Category: Print Management

There is little argument that color has value. Splashes of color draw reader’s attention to key points and conclusions. Color can make documents look more professional and thus more convincing or authoritative. There is little argument that a color bar chart is easier to view and accurately interpret than a monochrome or grayscale chart.

Color has value

According to recent research by Keypoint Intelligence/InfoTrends, the main reasons for increasing the use of color printing are:

  • Adds more value to the document
  • Makes the document easier to read
  • Color prints are more influential
  • Photos look better in color

Figure: What is driving the need for more required color printing?

Future of Office Printing (Keypoint Intelligence/InfoTrends, 2016)

Source: Future of Office Printing (Keypoint Intelligence/InfoTrends, 2016)

Certain documents more likely to be printed in color

Keypoint Intelligence/InfoTrends also asked users which documents they are most or least likely to print in color. The table below shows that users generally appear to be making reasonable choices when it comes to color printing.

Table: Document most and least likely to be printed in color

Most likely to be printed in color Least likely to be printed in color
Marketing materials Documents requiring a signature
Photos Customer billing, invoices
Greeting cards Correspondence, letters, memos
Presentations Forms, applications
Maps Task lists, appointments, calendars
Reports for external use Emails

One could argue there are cases when the documents least likely to be printed in color might benefit from color. For example, overdue invoices with red highlights could instill a sense of urgency in the recipient. Task lists with upcoming deadlines in red could help workers prioritize their time. Color could be used in forms to draw attention to specific sections that may commonly be overlooked.

Smart use of color can improve efficiency or results.

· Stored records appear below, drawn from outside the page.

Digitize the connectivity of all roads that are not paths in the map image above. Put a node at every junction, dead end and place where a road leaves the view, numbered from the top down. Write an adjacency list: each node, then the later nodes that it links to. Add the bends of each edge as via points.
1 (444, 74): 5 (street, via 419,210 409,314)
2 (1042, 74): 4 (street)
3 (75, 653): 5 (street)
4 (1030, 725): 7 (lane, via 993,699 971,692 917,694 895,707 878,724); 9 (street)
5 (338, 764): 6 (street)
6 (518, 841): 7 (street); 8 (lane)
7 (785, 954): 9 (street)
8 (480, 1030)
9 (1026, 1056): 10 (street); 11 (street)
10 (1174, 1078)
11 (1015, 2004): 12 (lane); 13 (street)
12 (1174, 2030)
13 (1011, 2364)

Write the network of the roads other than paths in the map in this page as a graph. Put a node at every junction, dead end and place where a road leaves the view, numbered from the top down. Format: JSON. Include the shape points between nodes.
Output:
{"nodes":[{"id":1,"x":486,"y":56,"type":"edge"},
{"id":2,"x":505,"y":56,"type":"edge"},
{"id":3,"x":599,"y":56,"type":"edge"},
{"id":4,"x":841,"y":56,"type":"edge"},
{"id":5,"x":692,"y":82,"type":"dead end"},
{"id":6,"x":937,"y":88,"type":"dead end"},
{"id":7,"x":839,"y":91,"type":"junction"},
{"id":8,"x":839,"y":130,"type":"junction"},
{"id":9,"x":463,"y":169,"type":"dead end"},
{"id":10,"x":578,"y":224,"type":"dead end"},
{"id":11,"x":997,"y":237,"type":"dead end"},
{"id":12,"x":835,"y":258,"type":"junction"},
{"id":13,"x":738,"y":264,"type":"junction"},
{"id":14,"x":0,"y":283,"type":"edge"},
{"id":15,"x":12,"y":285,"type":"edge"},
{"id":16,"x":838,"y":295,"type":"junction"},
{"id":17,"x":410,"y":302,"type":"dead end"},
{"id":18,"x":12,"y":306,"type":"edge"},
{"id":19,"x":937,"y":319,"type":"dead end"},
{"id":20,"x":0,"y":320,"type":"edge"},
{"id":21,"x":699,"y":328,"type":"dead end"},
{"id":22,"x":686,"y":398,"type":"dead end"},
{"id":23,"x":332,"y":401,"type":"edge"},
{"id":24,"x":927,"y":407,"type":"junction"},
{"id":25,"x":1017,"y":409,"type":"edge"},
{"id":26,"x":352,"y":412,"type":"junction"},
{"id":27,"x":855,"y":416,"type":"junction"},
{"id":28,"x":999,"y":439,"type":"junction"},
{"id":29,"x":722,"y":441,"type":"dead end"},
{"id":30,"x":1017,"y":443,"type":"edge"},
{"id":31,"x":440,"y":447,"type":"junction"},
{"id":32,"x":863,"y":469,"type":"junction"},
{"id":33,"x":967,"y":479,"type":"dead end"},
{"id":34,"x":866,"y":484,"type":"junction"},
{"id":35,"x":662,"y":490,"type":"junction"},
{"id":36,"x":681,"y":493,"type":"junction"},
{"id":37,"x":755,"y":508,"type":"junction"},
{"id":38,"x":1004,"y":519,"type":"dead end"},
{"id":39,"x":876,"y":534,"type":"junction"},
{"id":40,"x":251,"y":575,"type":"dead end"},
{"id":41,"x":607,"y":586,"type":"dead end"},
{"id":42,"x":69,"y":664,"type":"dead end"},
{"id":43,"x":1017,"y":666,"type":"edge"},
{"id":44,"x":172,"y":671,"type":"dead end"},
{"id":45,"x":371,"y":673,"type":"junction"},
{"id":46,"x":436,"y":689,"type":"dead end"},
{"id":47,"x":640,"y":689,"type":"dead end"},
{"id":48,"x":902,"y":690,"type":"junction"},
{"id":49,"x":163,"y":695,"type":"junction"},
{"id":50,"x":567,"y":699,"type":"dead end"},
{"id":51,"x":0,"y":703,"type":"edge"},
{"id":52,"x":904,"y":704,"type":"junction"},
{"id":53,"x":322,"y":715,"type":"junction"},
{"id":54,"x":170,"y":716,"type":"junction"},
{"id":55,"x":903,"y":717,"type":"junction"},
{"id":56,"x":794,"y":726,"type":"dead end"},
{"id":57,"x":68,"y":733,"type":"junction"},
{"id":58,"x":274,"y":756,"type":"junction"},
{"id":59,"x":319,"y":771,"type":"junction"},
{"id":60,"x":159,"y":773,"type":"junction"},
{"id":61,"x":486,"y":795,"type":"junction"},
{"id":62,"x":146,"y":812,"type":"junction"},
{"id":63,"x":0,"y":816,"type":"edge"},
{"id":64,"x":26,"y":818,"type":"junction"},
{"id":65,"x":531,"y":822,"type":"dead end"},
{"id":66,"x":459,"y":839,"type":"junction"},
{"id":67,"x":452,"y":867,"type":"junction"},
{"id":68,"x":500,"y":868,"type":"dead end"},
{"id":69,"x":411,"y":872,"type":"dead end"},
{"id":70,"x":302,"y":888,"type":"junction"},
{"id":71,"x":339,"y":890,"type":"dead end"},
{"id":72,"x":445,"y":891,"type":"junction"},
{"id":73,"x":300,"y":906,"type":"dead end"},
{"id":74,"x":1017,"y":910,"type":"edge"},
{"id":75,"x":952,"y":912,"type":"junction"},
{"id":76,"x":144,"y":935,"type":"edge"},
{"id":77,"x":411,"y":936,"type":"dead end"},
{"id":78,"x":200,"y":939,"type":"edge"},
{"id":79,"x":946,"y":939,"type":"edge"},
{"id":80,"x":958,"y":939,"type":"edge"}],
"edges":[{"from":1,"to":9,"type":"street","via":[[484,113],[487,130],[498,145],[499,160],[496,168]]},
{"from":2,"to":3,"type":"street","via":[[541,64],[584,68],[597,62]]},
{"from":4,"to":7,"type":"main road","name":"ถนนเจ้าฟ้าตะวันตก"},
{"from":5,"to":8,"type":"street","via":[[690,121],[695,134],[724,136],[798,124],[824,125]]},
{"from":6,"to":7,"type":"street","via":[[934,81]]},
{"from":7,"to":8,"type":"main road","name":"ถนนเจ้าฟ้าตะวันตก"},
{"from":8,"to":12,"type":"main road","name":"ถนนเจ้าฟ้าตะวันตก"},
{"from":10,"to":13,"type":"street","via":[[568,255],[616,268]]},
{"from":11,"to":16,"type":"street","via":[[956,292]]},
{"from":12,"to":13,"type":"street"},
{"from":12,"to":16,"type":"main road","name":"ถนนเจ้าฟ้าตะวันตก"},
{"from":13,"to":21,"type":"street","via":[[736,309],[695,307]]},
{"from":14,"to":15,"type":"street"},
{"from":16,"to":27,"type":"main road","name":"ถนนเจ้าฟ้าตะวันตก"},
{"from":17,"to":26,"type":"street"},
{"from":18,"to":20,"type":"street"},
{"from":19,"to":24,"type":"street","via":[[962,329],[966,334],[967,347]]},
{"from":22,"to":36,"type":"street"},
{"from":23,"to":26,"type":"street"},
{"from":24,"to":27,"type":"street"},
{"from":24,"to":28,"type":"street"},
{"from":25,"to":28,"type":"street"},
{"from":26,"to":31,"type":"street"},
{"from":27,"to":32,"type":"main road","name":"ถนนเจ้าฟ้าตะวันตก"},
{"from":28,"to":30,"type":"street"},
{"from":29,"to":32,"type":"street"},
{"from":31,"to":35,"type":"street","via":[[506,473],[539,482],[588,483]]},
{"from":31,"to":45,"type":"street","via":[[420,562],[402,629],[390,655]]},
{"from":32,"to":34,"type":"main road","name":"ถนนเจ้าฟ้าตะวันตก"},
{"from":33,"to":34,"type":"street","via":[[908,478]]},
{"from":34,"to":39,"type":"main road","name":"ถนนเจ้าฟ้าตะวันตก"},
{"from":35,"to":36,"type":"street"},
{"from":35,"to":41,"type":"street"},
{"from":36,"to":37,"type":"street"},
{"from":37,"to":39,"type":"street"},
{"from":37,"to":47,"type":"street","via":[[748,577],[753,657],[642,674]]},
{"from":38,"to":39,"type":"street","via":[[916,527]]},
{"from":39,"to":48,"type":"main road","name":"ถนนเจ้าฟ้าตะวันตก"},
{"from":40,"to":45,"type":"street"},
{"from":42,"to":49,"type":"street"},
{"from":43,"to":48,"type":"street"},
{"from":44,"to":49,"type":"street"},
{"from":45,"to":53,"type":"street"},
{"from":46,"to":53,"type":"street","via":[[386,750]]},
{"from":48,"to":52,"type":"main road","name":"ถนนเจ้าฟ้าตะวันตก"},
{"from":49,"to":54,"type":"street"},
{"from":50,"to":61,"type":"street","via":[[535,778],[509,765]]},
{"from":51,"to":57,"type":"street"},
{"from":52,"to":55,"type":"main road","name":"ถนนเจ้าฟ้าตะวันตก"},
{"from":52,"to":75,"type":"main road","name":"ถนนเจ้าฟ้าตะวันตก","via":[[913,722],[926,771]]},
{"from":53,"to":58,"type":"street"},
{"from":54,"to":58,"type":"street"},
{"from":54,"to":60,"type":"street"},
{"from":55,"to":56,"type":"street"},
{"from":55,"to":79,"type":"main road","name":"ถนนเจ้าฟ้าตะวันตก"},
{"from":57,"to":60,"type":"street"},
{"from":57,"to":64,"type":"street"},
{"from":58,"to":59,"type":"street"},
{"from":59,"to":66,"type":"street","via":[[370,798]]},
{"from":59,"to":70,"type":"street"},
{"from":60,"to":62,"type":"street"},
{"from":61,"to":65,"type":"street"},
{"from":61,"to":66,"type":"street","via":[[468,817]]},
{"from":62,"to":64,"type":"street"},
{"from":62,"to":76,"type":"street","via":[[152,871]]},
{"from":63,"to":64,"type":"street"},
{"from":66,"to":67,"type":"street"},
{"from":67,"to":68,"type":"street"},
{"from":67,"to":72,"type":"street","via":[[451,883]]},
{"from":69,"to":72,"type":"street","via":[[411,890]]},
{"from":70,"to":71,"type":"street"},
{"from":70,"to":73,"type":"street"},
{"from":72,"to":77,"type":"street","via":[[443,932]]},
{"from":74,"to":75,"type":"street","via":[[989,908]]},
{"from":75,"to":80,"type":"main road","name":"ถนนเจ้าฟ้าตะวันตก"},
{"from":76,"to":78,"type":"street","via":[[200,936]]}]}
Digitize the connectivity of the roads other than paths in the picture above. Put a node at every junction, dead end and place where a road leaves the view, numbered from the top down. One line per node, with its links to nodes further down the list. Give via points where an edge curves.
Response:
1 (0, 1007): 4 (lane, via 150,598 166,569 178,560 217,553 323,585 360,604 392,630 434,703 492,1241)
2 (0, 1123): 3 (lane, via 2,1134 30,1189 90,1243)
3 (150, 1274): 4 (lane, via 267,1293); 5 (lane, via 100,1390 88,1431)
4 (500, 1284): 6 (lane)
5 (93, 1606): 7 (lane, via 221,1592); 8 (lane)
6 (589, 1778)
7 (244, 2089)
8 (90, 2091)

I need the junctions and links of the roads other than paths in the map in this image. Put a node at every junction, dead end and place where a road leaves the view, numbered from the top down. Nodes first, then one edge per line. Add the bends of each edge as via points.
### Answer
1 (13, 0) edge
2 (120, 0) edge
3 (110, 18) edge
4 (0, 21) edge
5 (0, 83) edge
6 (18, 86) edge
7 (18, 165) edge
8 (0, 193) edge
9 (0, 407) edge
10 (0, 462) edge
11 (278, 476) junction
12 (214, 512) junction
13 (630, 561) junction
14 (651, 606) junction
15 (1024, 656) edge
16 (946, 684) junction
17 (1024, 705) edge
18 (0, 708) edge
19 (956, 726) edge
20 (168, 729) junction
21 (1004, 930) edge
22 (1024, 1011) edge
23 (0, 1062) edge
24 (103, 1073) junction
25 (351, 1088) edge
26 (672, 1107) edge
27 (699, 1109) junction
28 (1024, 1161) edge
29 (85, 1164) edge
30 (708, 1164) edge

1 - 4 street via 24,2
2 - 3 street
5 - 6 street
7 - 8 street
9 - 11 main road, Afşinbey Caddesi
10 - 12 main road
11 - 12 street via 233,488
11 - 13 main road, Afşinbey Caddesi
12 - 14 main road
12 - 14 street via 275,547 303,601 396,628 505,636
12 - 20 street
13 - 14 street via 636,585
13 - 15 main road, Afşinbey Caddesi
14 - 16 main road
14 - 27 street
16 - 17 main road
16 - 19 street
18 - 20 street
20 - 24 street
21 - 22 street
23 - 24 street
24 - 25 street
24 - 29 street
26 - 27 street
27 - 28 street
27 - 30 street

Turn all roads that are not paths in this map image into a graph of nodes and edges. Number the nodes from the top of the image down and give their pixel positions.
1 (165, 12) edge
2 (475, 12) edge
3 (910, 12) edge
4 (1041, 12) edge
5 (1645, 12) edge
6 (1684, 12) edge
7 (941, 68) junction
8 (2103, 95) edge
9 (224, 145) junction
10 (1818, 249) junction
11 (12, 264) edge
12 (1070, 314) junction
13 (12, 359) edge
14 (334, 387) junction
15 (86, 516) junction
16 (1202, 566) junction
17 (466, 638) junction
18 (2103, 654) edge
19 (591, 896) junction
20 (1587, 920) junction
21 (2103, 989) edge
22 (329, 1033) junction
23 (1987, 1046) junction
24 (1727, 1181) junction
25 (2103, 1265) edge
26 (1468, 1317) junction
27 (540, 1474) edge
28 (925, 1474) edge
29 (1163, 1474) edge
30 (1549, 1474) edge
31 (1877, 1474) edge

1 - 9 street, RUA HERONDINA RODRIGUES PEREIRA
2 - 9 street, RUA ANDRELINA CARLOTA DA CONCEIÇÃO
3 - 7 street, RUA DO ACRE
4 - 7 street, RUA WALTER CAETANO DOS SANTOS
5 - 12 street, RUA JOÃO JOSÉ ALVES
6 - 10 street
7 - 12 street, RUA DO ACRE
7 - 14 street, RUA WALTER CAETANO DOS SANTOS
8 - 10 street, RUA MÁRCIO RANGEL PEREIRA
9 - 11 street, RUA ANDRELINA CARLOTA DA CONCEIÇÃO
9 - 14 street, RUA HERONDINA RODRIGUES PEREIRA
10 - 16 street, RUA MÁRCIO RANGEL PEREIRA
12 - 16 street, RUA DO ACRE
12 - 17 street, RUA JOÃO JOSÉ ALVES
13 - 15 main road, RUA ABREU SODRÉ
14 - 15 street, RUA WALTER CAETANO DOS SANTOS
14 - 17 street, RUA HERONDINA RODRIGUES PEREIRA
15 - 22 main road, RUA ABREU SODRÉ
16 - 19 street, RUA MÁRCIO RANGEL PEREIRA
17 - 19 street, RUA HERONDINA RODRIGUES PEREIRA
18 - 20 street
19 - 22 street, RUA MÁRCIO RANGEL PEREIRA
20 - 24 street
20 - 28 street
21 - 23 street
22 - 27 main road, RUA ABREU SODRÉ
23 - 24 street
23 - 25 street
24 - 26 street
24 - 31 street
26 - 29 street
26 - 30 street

Helping users make the best choices

Few people say they use more color simply because it’s more available, or they don’t personally pay for the added cost. This suggests that office users do think about color and the best time to use it. But that doesn’t mean they might not benefit from additional help making good choices around color printing.

Rules-based printing software can help users make better choices when printing in color. It takes into account questions like:

  • Is the document for internal or external use?
  • Is the document for formal or informal use?
  • It the document a draft or final version?
  • What is the length of the document?
  • Does the document use charts or just highlight color?
  • Does the color document need to be printed in color?
  • Will multiple copies be printed?
  • Do the documents need to be stapled or bound?

The software will analyze the documents to be printed and—with input from the user—direct the print (with the right settings) to the most appropriate device.

Depending on the size of the office, there may be multiple devices on hand that can print color—but one is a better choice than another. For a one-page draft document with highlight color, a nearby single function printer may be the optimal choice.

But if the document is long, a lower-cost, higher-speed device that’s farther away may be the best choice. For documents that require the best quality, printed on both sides of the paper in several sets, a department class color copier/multifunction printer (MFP) might make the most sense.

The rules-based software will help guide these choices. If you’re interested in implementing this type of solution, contact us and we can get you the information you need.

3 takeaways

  • Color frequently makes documents easier-to-understand or more persuasive.
  • Users appear to be making good choices around color printing, but might benefit from additional help.
  • Rules-based software solutions can help users improve the value of color, while also directing prints to the right equipment for the job.